_EXERCISE REQUIREMENTS:_ Look below for the line containing "wrist: (590, 633)" and the line containing "pinky dip: (585, 444)"; repeat exactly those two lines and all lines between them, and nothing else.

+---+

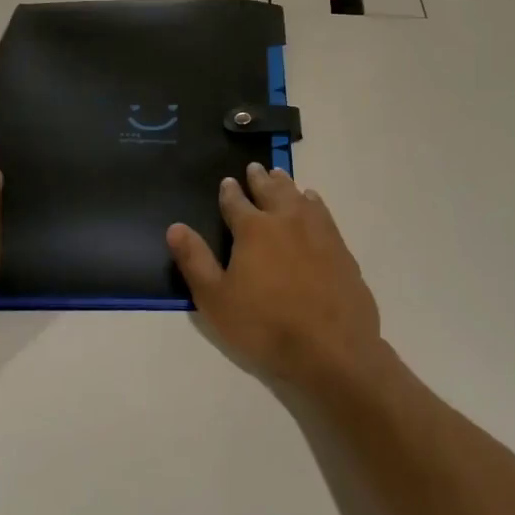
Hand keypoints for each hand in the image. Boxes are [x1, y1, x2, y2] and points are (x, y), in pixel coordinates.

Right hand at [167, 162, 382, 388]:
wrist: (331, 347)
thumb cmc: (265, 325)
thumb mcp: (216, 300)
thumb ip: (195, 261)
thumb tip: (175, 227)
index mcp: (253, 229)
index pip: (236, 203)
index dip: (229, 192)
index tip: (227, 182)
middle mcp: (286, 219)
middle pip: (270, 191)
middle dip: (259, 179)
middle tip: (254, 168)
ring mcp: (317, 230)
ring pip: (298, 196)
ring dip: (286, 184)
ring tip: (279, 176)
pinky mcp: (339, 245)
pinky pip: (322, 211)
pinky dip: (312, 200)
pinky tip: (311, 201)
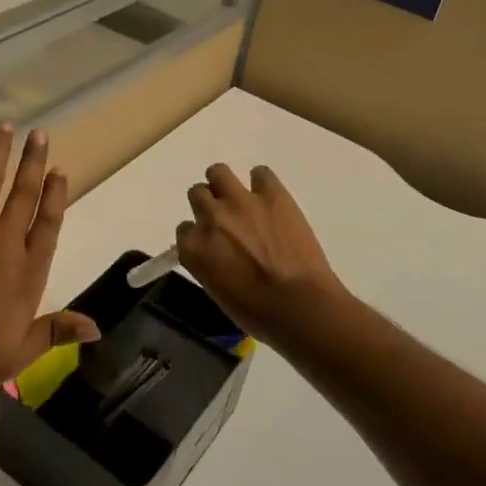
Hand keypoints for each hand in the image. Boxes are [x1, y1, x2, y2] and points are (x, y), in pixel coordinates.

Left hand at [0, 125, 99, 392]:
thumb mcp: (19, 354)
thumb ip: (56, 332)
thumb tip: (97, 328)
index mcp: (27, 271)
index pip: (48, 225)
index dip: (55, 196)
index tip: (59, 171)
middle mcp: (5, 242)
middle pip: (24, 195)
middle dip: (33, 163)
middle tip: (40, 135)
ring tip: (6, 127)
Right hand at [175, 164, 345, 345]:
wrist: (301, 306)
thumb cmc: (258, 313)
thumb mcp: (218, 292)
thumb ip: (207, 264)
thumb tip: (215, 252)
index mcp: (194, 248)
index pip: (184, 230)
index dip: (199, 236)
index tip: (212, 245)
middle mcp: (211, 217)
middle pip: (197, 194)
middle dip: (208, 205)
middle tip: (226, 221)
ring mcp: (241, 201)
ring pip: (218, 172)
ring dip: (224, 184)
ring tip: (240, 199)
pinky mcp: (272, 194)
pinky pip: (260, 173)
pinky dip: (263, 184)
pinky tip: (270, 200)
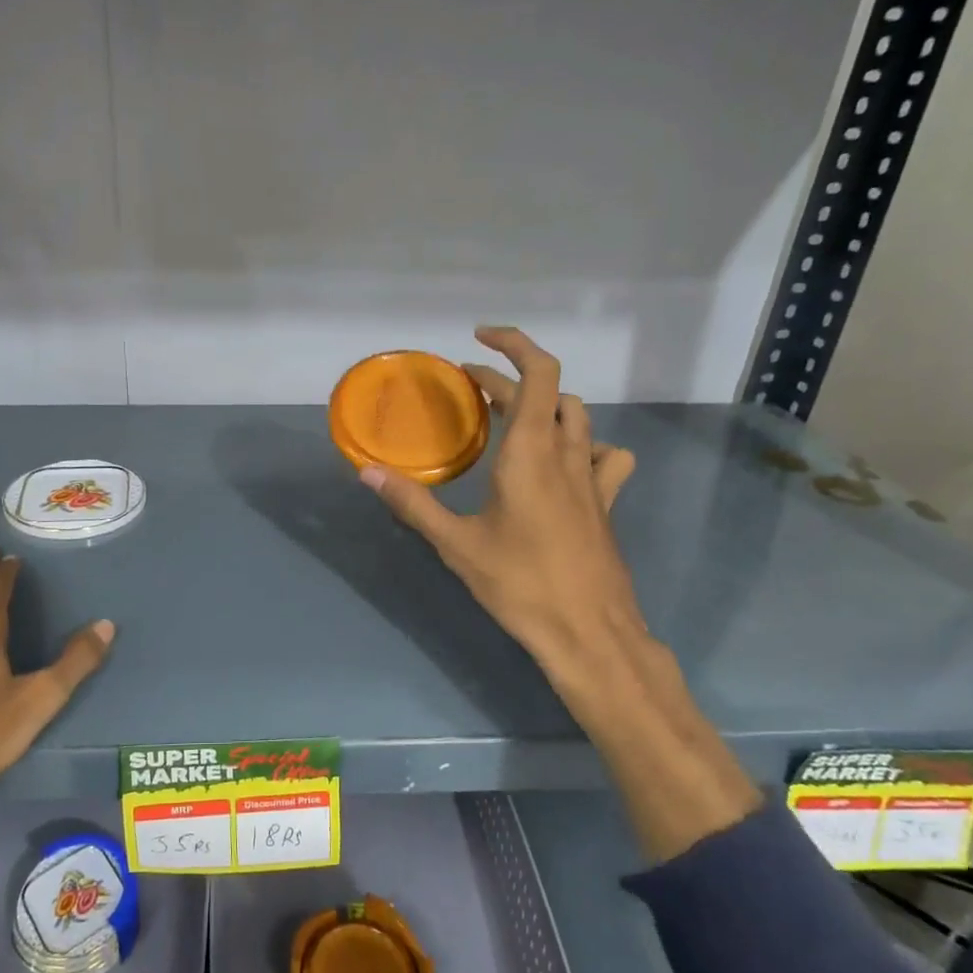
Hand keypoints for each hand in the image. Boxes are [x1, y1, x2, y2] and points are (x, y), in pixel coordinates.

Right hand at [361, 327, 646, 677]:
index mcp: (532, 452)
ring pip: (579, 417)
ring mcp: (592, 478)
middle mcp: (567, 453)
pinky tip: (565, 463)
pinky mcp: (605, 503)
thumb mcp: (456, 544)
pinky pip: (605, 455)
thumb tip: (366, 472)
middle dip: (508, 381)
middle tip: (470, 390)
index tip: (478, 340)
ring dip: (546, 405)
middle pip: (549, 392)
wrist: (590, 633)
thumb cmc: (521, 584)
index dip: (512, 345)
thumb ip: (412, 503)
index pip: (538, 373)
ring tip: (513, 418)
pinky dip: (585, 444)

+---+

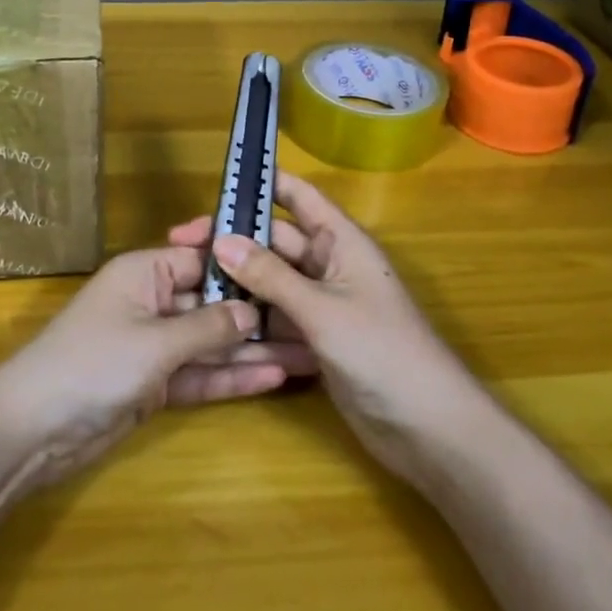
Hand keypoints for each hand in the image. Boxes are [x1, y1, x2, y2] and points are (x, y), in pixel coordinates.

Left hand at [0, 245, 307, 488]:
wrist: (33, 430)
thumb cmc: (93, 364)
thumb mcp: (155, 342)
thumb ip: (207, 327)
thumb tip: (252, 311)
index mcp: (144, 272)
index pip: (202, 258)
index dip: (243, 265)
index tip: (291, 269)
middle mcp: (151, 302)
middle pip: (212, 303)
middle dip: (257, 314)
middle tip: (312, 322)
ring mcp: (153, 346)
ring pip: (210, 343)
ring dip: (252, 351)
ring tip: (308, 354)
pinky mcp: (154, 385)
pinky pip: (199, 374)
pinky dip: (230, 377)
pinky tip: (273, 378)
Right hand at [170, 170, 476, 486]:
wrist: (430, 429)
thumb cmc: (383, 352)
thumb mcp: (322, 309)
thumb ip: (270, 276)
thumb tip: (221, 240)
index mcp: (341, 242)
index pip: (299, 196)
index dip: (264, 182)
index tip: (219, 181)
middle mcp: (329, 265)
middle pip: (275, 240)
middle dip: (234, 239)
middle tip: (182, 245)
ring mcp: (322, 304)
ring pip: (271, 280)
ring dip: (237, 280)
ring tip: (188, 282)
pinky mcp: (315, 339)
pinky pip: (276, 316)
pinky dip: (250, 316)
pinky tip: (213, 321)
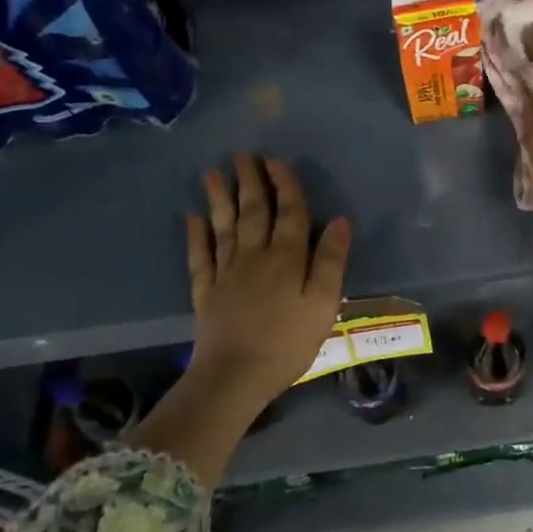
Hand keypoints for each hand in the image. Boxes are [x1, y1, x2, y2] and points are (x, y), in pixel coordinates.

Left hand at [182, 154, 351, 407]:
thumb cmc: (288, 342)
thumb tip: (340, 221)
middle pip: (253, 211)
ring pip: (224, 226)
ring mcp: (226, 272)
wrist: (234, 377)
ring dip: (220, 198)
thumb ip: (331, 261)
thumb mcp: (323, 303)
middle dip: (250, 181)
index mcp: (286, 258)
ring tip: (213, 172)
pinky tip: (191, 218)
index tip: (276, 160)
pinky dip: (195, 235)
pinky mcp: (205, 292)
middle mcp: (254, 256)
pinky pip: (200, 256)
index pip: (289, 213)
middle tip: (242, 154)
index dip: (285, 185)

+---+

_YOUR RESPONSE:_
wrist: (590, 633)
thumb cmc: (521, 584)
index dip: (512, 345)
thumb ip: (412, 503)
index pip: (538, 373)
ring tip: (513, 418)
pinky dip: (585, 444)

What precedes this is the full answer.